Accordingly, the consolidated financial statements incorporating the accounts of Associate Companies, viz. M/s.The Ramco Cements Limited, M/s. Ramco Industries Limited, M/s. Ramco Systems Limited, M/s. The Ramaraju Surgical Cotton Mills Limited, M/s. Sri Vishnu Shankar Mill Limited and M/s. Ontime Industrial Services Limited along with the Auditors’ Report thereon, forms part of this Annual Report. As per Section 136(1) of the Companies Act, 2013 the Financial Statements including Consolidated Financial Statements are available at the Company’s website at the following link at http://www.rajapalayammills.co.in. The Annual Report containing the Statement of Accounts for Associate Companies are available at the Company’s website.

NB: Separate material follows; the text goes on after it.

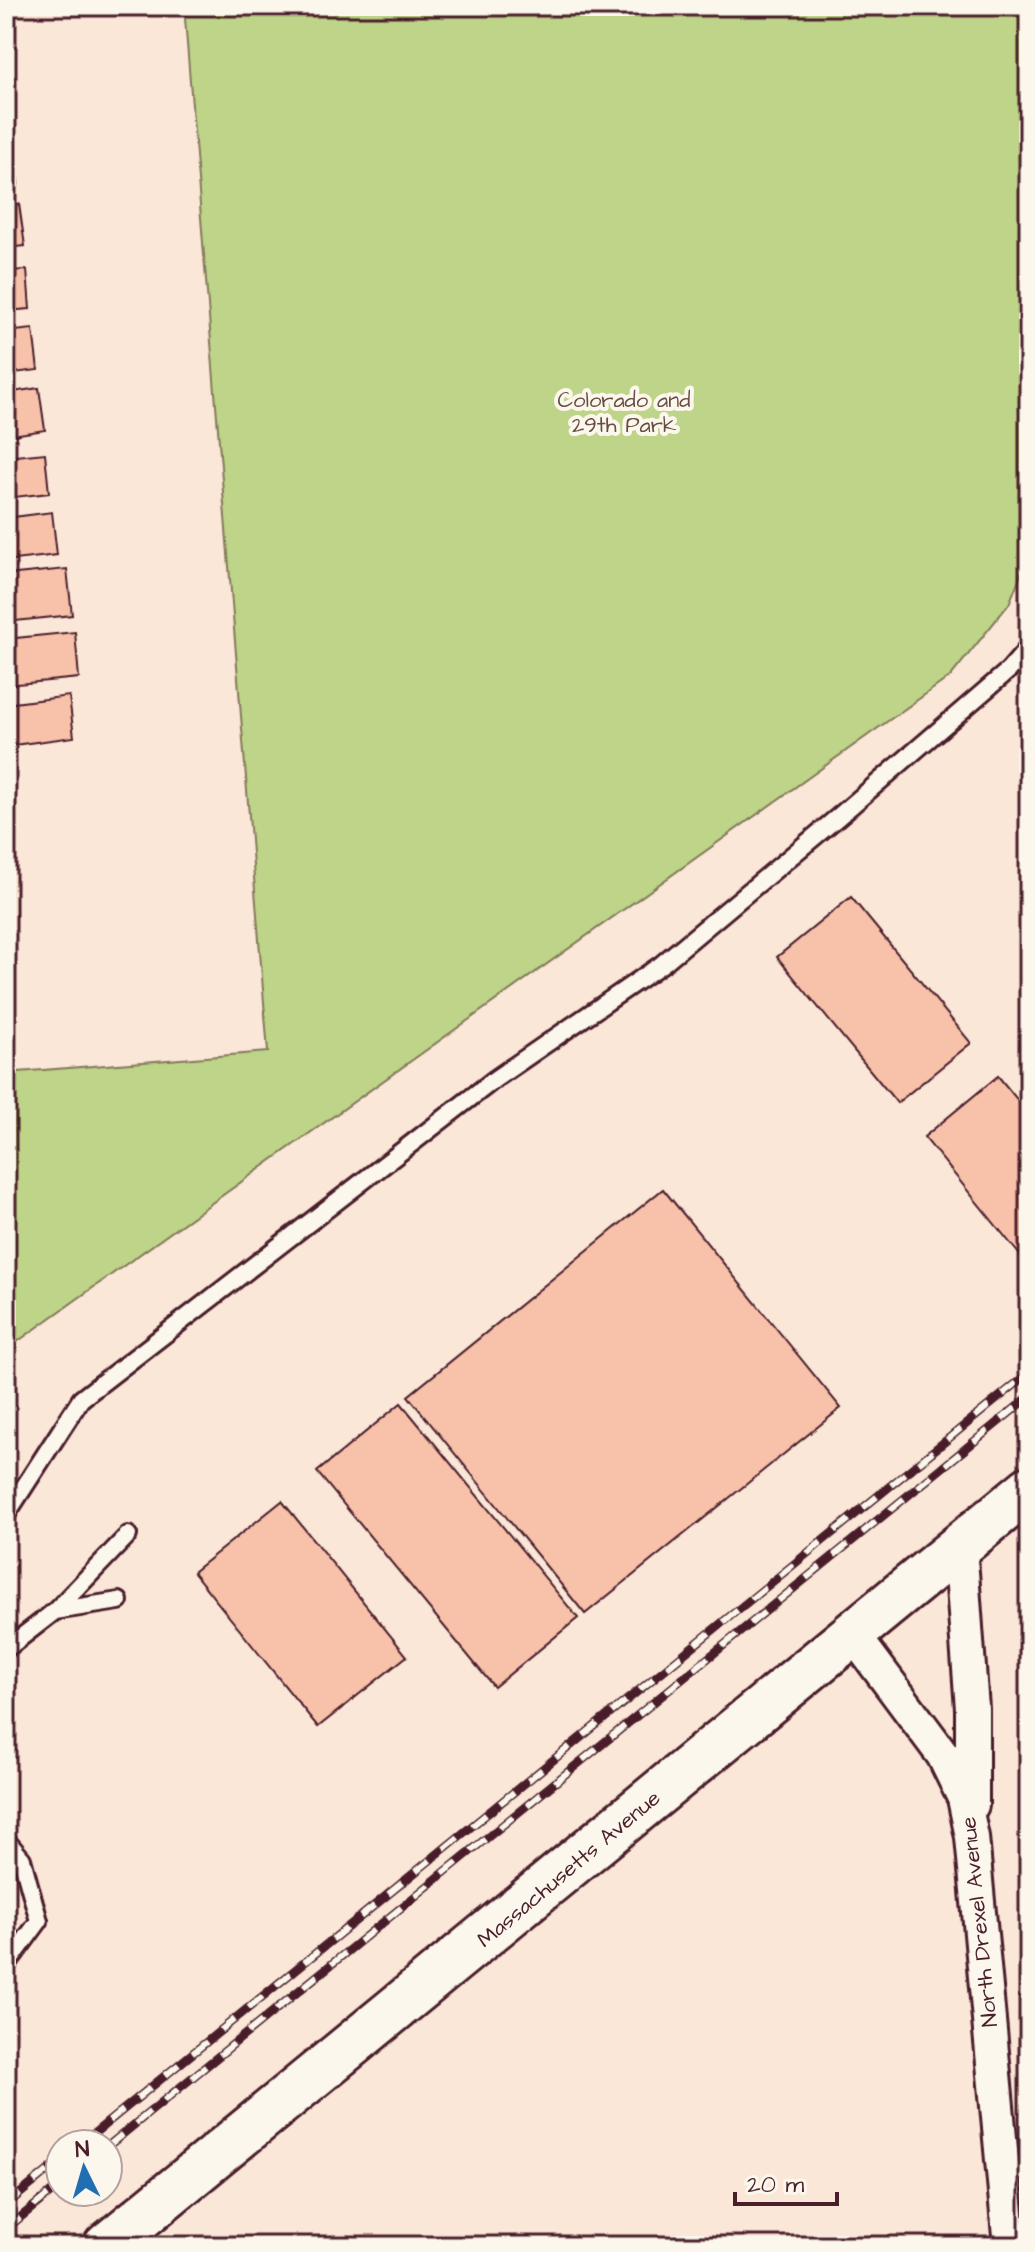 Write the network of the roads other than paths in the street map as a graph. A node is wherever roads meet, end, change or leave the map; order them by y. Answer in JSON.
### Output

The Consolidated Net Profit after tax of the Company amounted to Rs. 14,519.45 Lakhs for the year ended 31st March, 2017 as compared to Rs. 10,252.35 Lakhs of the previous year.

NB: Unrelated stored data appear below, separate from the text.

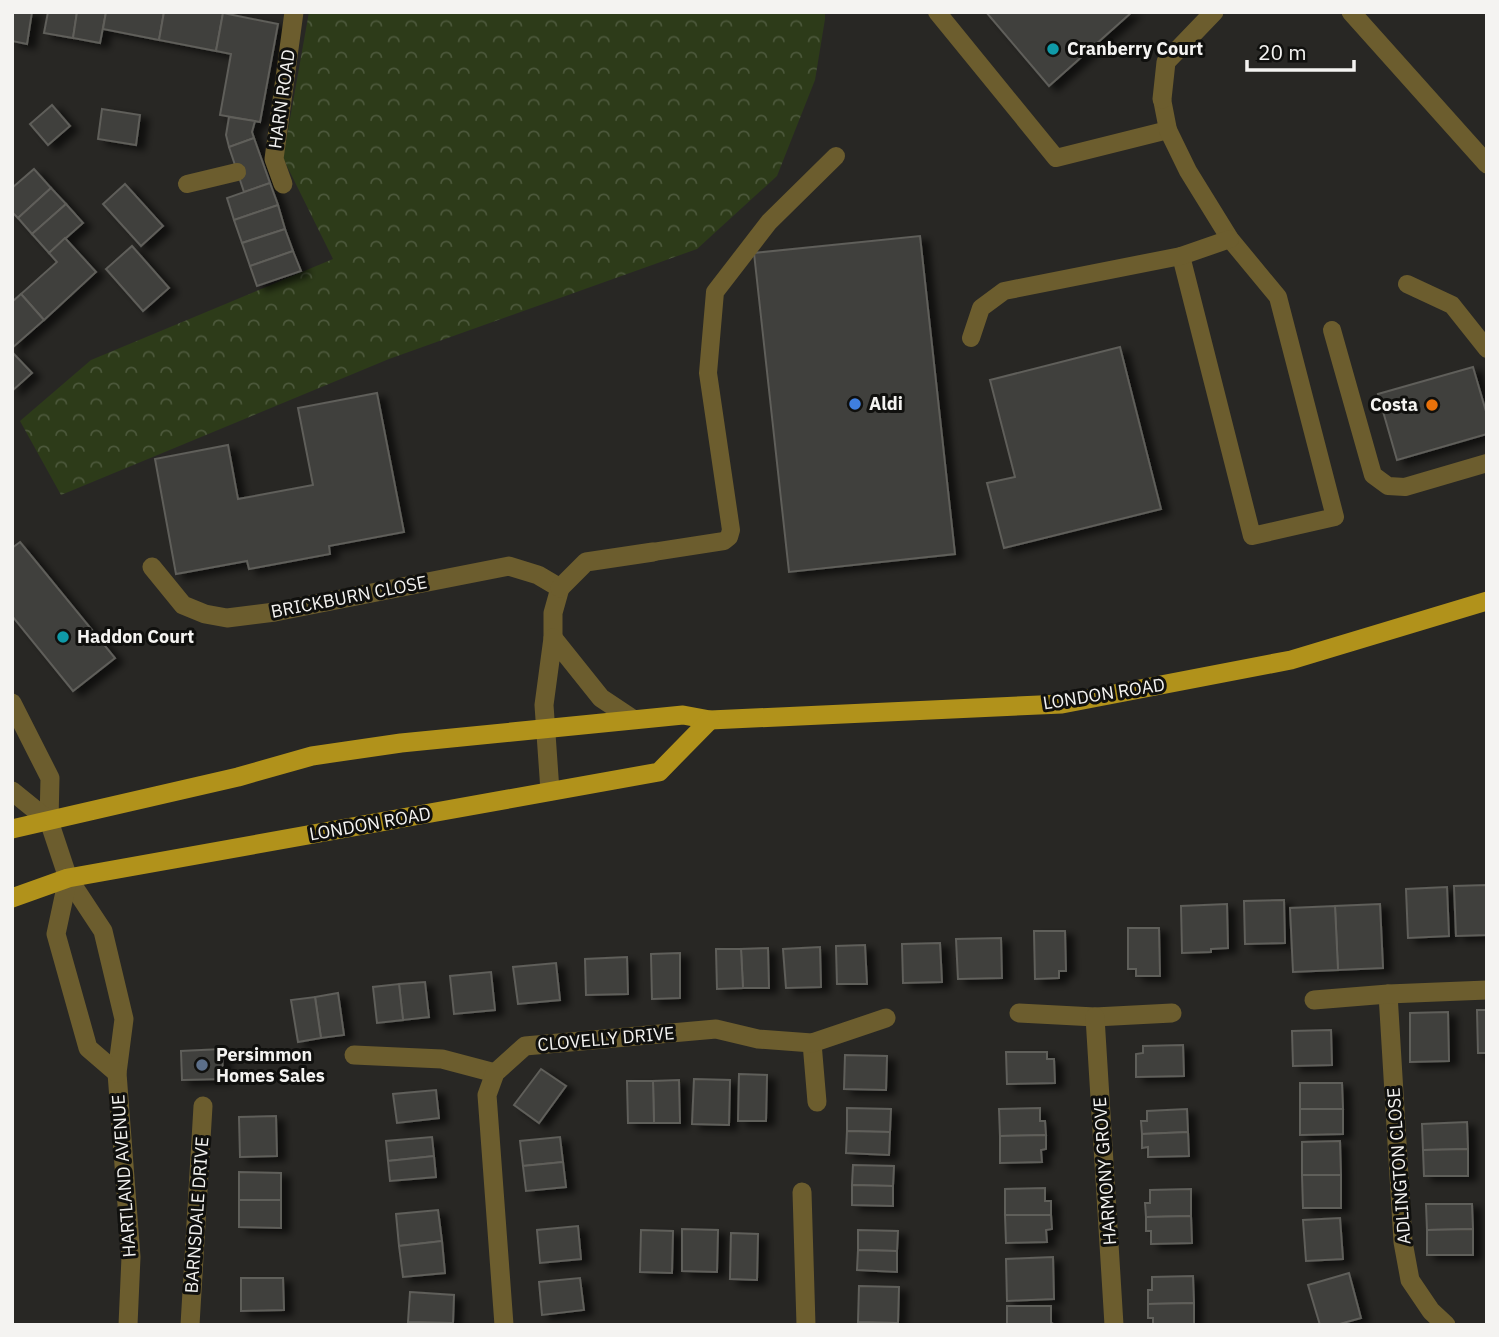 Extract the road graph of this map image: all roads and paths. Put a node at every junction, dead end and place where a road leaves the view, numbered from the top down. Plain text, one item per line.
1 (295, 12) edge
2 (937, 12) edge
3 (1214, 12) edge
4 (1351, 12) edge
5 (1161, 99) joint
6 (1168, 130) junction
7 (836, 156) dead end
8 (1487, 164) edge
9 (237, 172) dead end
10 (187, 184) dead end
11 (283, 184) dead end
12 (1230, 239) junction
13 (1181, 256) junction
14 (1407, 284) dead end
15 (1332, 330) dead end
16 (971, 338) dead end
17 (1487, 349) edge
18 (1487, 463) edge
19 (653, 552) joint
20 (152, 566) dead end
21 (560, 588) junction
22 (1487, 601) edge
23 (553, 638) junction
24 (12, 703) edge
25 (631, 718) junction
26 (710, 720) junction
27 (545, 730) junction
28 (12, 791) edge
29 (550, 791) junction
30 (49, 821) junction
31 (12, 829) edge
32 (68, 878) junction
33 (12, 898) edge
34 (1487, 990) edge
35 (1388, 994) junction
36 (1314, 1000) dead end
37 (1020, 1013) dead end
38 (1172, 1013) dead end
39 (1096, 1017) junction
40 (886, 1018) dead end
41 (812, 1043) junction
42 (354, 1055) dead end
43 (117, 1073) junction
44 (495, 1073) junction
45 (817, 1102) dead end
46 (203, 1106) dead end
47 (802, 1192) dead end
48 (128, 1325) edge
49 (190, 1325) edge
50 (505, 1325) edge
51 (806, 1325) edge
52 (1114, 1325) edge
53 (1446, 1325) edge

1 - 11 street, HARN ROAD
2 - 6 lane
3 - 5 street
4 - 8 street
5 - 6 lane
6 - 12 lane
7 - 19 lane
9 - 10 lane
12 - 13 lane
12 - 13 lane
13 - 16 lane
14 - 17 lane
15 - 18 lane
19 - 21 street
20 - 21 street, BRICKBURN CLOSE
21 - 23 street
22 - 26 main road, LONDON ROAD
23 - 25 street
23 - 27 street
24 - 30 street
25 - 26 main road, LONDON ROAD
25 - 27 main road, LONDON ROAD
26 - 29 main road, LONDON ROAD
27 - 29 street
27 - 30 main road, LONDON ROAD
28 - 30 street
29 - 32 main road, LONDON ROAD
30 - 31 main road, LONDON ROAD
30 - 32 street
32 - 33 main road, LONDON ROAD
32 - 43 street
32 - 43 street, HARTLAND AVENUE
34 - 35 street
35 - 36 street
35 - 53 street, ADLINGTON CLOSE
37 - 39 street
38 - 39 street
39 - 52 street, HARMONY GROVE
40 - 41 street, CLOVELLY DRIVE
41 - 44 street, CLOVELLY DRIVE
41 - 45 street
42 - 44 street
43 - 48 street, HARTLAND AVENUE
44 - 50 street
46 - 49 street, BARNSDALE DRIVE
47 - 51 street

The Consolidated Total Comprehensive Income for the year under review is Rs. 14,507.07 Lakhs as compared to Rs. 10,124.76 Lakhs of the previous year.

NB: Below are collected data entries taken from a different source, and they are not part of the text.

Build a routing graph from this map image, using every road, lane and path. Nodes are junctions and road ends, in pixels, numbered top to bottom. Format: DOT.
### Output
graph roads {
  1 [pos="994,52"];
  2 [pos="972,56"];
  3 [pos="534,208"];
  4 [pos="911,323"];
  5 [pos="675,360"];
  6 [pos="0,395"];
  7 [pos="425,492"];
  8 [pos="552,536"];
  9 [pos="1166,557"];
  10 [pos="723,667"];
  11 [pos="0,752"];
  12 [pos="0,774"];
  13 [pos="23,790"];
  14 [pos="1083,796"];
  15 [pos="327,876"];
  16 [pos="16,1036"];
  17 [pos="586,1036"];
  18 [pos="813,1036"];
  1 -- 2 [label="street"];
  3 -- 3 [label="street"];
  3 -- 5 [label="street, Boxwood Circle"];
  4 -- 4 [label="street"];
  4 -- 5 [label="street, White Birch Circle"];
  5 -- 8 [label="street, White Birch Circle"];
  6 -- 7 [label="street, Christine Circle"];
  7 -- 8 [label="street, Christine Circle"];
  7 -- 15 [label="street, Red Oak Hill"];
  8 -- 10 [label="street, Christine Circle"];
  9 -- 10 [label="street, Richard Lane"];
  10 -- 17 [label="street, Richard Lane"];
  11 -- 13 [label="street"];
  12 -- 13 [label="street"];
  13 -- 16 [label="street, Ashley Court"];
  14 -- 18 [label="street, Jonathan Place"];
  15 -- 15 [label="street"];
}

11. INTERNAL FINANCIAL CONTROLS

In accordance with Section 134(5)(e) of the Companies Act, 2013, the Company has Internal Financial Controls Policy by means of Policies and Procedures commensurate with the size & nature of its operations and pertaining to financial reporting. In accordance with Rule 8(5)(viii) of Companies (Accounts) Rules, 2014, it is hereby confirmed that the Internal Financial Controls are adequate with reference to the financial statements. ERP System developed by Ramco Systems Limited has been installed for online monitoring of all functions and management information reports are being used to have better internal control system and to take decisions in time.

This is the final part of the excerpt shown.